Die Mieten in London sind extrem hoch. Immer mehr Menschen ziehen daher auf Hausboote. Die bieten mehr als nur günstiges Wohnen.

Von Charlotte Zink 05.08.2017, 23:01

London (dpa) l Eine Badewanne am Kaminofen, eine geräumige Wohnküche und ein Doppelbett mit Blick auf den Sternenhimmel: Das Zuhause von Charlie McLaren bietet einiges, von dem viele Menschen träumen. Im Bauch eines ehemaligen Frachtbootes hat sich der 67-Jährige einen modernen Wohnraum eingerichtet, in dem er mit seiner Freundin lebt.

In Sichtweite der Londoner Tower Bridge schaukelt seine 32 Meter lange „VIOD II“ auf der Themse an einem Steg der Hermitage Moorings. Neben dem des Rentners liegen dort noch 17 weitere historische Boote. Darin wohnen Familien, junge Berufstätige und Rentner wie McLaren.

Für Tausende ist das Leben auf dem Wasser in London zu einer beliebten Alternative zu teuren Mietwohnungen geworden. An diesem Anlegeplatz jedoch geht es den Menschen um mehr als um Mietpreise.

„Es ist etwas Besonderes, mitten in London all seine Nachbarn beim Namen zu kennen“, sagt Charlie McLaren. Im Sommer fahren manchmal alle mit ihren Booten zusammen ans Meer oder treffen sich zum Grillen.

Für dieses Leben mit seiner Partnerin zahlt der ehemalige Journalist im Monat umgerechnet rund 1000 Euro. Inbegriffen sind Gemeindesteuer, Kosten für Heizung, Warmwasser und Instandhaltungsarbeiten und eine Verwaltungsgebühr für den Ankerplatz. An Land zahlen Anwohner in gleicher Lage schon für ein Zimmer mit integrierter Küche und kleinem Bad rund 1700 Euro Miete pro Monat.
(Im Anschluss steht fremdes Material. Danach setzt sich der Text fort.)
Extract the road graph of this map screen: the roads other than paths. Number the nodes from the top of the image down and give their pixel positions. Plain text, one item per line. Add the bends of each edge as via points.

„Für die meisten Menschen spielen die hohen Immobilienpreise eine wesentliche Rolle bei der Entscheidung, auf ein Hausboot zu ziehen“, weiß Fran Read vom Canal and River Trust. Die Organisation verwaltet den Großteil der Wasserwege Londons. „Zwischen 2012 und 2016 ist die Zahl der Bootbesitzer um 57 Prozent in die Höhe geschossen“, sagt Read. Knapp 60 Prozent der rund 3600 Boote würden als Wohnungen genutzt.
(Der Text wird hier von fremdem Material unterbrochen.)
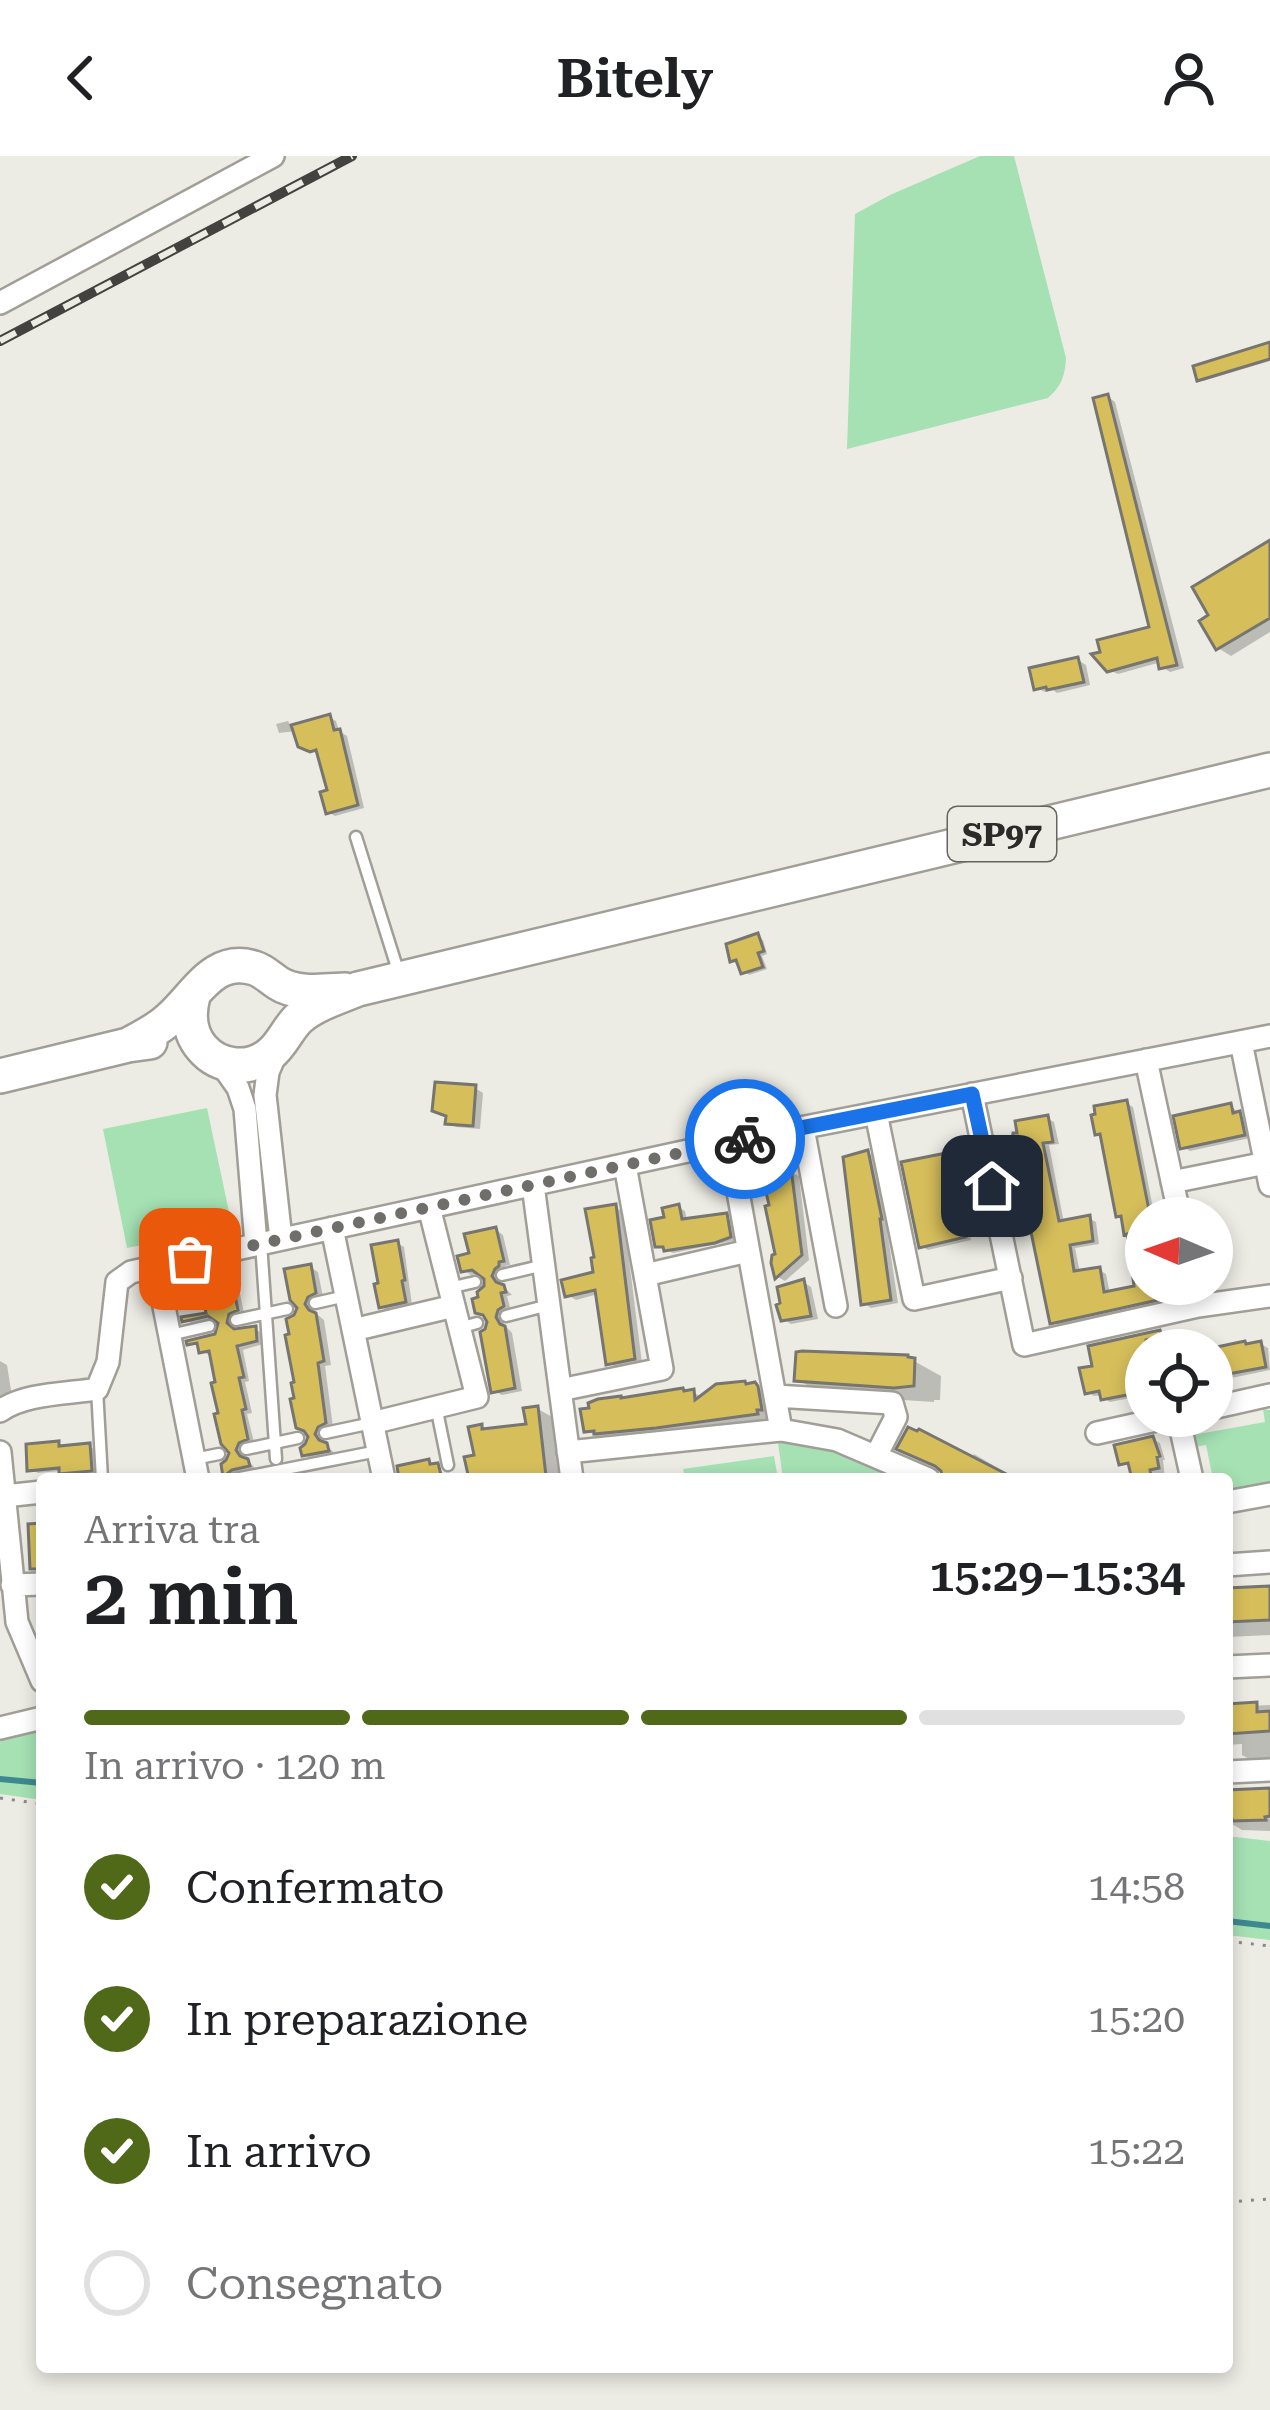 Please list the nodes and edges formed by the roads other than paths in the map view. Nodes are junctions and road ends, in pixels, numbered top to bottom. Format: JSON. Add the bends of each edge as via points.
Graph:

Während in Deutschland das Wohnen auf Hausbooten kaum eine Rolle spielt, hat der Trend in London vor allem Auswirkungen für die Bootsbewohner, die anders als McLaren keinen festen Ankerplatz haben. Denn das Gesetz schreibt vor, dass sie alle zwei Wochen ihren Standort wechseln müssen.
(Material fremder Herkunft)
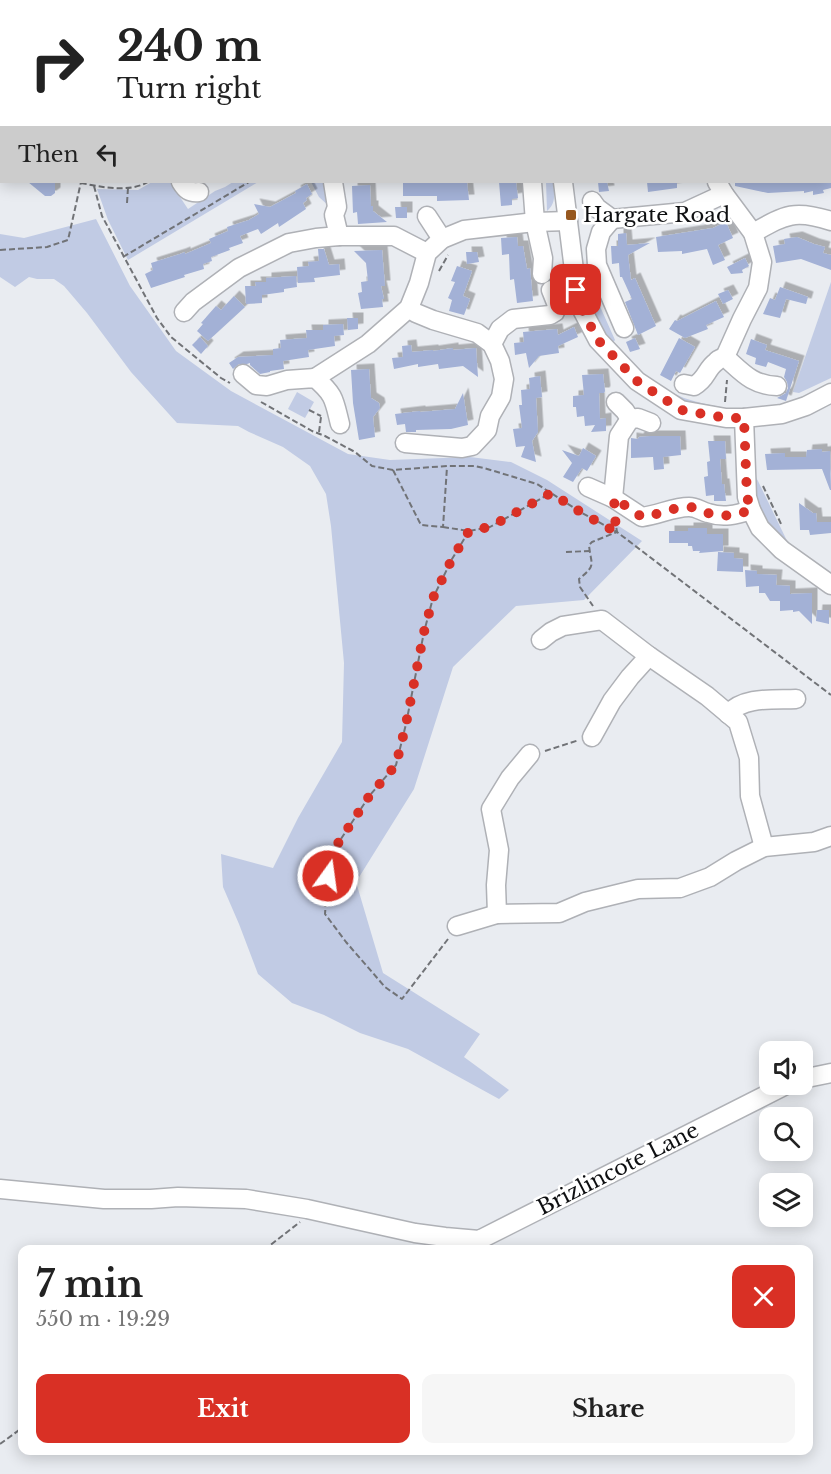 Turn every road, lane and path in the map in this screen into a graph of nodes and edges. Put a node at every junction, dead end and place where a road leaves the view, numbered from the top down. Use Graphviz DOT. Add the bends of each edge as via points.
graph roads {
  1 [pos="81,183"];
  2 [pos="84,183"];
  3 [pos="145,183"];
  4 [pos="182,183"];
  5 [pos="247,183"];
  6 [pos="333,183"];
  7 [pos="532,183"];
  8 [pos="563,183"];
  9 [pos="94,186"];
  10 [pos="128,188"];
  11 [pos="720,188"];
  12 [pos="199,192"];
  13 [pos="592,201"];
  14 [pos="127,203"];
  15 [pos="428,216"];
  16 [pos="612,219"];
  17 [pos="568,221"];
  18 [pos="831,221"];
  19 [pos="535,222"];
  20 [pos="753,233"];
  21 [pos="339,236"];
  22 [pos="442,239"];
  23 [pos="0,250"];
  24 [pos="427,253"];
  25 [pos="123,257"];
  26 [pos="542,274"];
  27 [pos="551,290"];
  28 [pos="409,308"];
  29 [pos="184,312"];
  30 [pos="624,328"];
  31 [pos="492,344"];
  32 [pos="725,357"];
  33 [pos="236,378"];
  34 [pos="315,378"];
  35 [pos="684,384"];
  36 [pos="777,386"];
  37 [pos="831,393"];
  38 [pos="256,399"];
  39 [pos="616,402"];
  40 [pos="309,410"];
  41 [pos="321,416"];
  42 [pos="490,416"];
  43 [pos="735,418"];
  44 [pos="630,419"];
  45 [pos="651,423"];
  46 [pos="340,424"];
  47 [pos="502,434"];
  48 [pos="405,443"];
  49 [pos="447,466"];
  50 [pos="393,470"];
  51 [pos="760,480"];
  52 [pos="588,487"];
  53 [pos="551,493"];
  54 [pos="614,498"];
  55 [pos="751,510"];
  56 [pos="782,526"];
  57 [pos="443,527"];
  58 [pos="469,531"];
  59 [pos="616,532"];
  60 [pos="590,551"];
  61 [pos="566,552"];
  62 [pos="831,585"];
  63 [pos="602,620"];
  64 [pos="541,640"];
  65 [pos="649,656"];
  66 [pos="831,695"];
  67 [pos="795,699"];
  68 [pos="728,714"];
  69 [pos="592,737"];
  70 [pos="530,754"];
  71 [pos="831,836"];
  72 [pos="764,848"];
  73 [pos="497,914"];
  74 [pos="458,926"];
  75 [pos="831,1073"];
  76 [pos="813,1077"];
  77 [pos="766,1095"];
  78 [pos="0,1189"];
  79 [pos="307,1209"];
  80 [pos="271,1245"];
  81 [pos="18,1431"];
  82 [pos="0,1444"];
  1 -- 23 [label="path" via="68,240 47,247"];
  2 -- 9 [label="path"];
  3 -- 10 [label="path"];
  4 -- 12 [label="street" via="188,191"];
  5 -- 25 [label="path"];
  6 -- 21 [label="street"];
  7 -- 19 [label="street"];
  8 -- 17 [label="street"];
  9 -- 10 [label="path"];
  9 -- 25 [label="path" via="102,216"];
  10 -- 14 [label="path"];
  11 -- 16 [label="street" via="685,212"];
  11 -- 20 [label="street"];
  13 -- 16 [label="street"];
  15 -- 22 [label="street"];
  16 -- 30 [label="street" via="601,232 597,265"];
  17 -- 19 [label="street"];
  17 -- 43 [label="street" via="578,302 598,340 637,381 681,410"];
  18 -- 20 [label="street" via="802,214 781,218"];
  19 -- 22 [label="street" via="464,230"];
  19 -- 26 [label="street" via="543,258"];
  20 -- 32 [label="street" via="762,262 759,288"];
  21 -- 24 [label="street" via="394,236"];
  21 -- 29 [label="street" via="289,243 239,268"];
  22 -- 24 [label="street"];
  24 -- 28 [label="street"];
  25 -- 33 [label="path" via="171,337 221,378"];
  27 -- 31 [label="street" via="557,305 555,312 513,319 500,329"];
  28 -- 31 [label="street" via="477,333"];
  28 -- 34 [label="street" via="368,344"];
  31 -- 42 [label="street" via="504,379 501,397"];
  32 -- 35 [label="street" via="714,363 700,383"];
  32 -- 36 [label="street" via="753,381"];
  32 -- 43 [label="path" via="725,405"];
  33 -- 34 [label="street" via="267,386"];
  34 -- 46 [label="street" via="333,397"];
  37 -- 43 [label="street" via="782,414"];
  38 -- 50 [label="path" via="355,452 372,466"];
  39 -- 44 [label="street"];
  40 -- 41 [label="path"];
  42 -- 47 [label="street"];
  42 -- 48 [label="street" via="488,430 472,446"];
  43 -- 55 [label="street"];
  44 -- 45 [label="street"];
  44 -- 54 [label="street" via="619,436"];
  49 -- 50 [label="path"];
  49 -- 53 [label="path" via="484,468 537,484"];
  49 -- 57 [label="path"];
  50 -- 57 [label="path" via="422,525"];
  51 -- 56 [label="path"];
  52 -- 54 [label="street"];
  53 -- 58 [label="path" via="490,527"];
  53 -- 59 [label="path"];
  54 -- 55 [label="street" via="642,517 693,506 733,516"];
  54 -- 59 [label="path"];
  55 -- 62 [label="street" via="760,528 782,550"];
  57 -- 58 [label="path"];
  58 -- 74 [label="path" via="433,598 396,765 370,795 329,857 325,914 385,987 402,999"];
  59 -- 60 [label="path" via="592,542"];
  59 -- 66 [label="path"];
  60 -- 61 [label="path"];
  60 -- 63 [label="path" via="593,564 579,579 580,587"];
  63 -- 64 [label="street" via="563,626"];
  63 -- 65 [label="street"];
  65 -- 68 [label="street"];
  65 -- 69 [label="street" via="612,701"];
  67 -- 68 [label="street" via="740,704"];
  68 -- 72 [label="street" via="738,722 749,758 750,796"];
  69 -- 70 [label="path"];
  70 -- 73 [label="street" via="491,809 499,850"];
  71 -- 72 [label="street"];
  72 -- 73 [label="street" via="680,888 638,889 559,913"];
  73 -- 74 [label="street"];
  75 -- 76 [label="street"];
  77 -- 79 [label="street, Brizlincote Lane" via="479,1240 415,1233"];
  78 -- 79 [label="street, Brizlincote Lane" via="104,1199 246,1199"];
  79 -- 80 [label="path" via="299,1224"];
  81 -- 82 [label="path"];
}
Eine Freiwilligenorganisation mit 750 Mitgliedern hilft umherziehenden Bootsbewohnern, etwa wenn die Schwierigkeiten mit den Behörden haben oder Orte mit der nötigen Infrastruktur suchen wie Zugang zu Frischwasser oder Abfallentsorgung. Der Großteil von ihnen lebt in deutlich einfacheren Verhältnissen als McLaren. Oft sind die Boote eng und nur mit einer kleinen Kochnische und einem funktionellen Bad ausgestattet. Fußbodenheizung wie an Bord der „VIOD II“ ist die Ausnahme.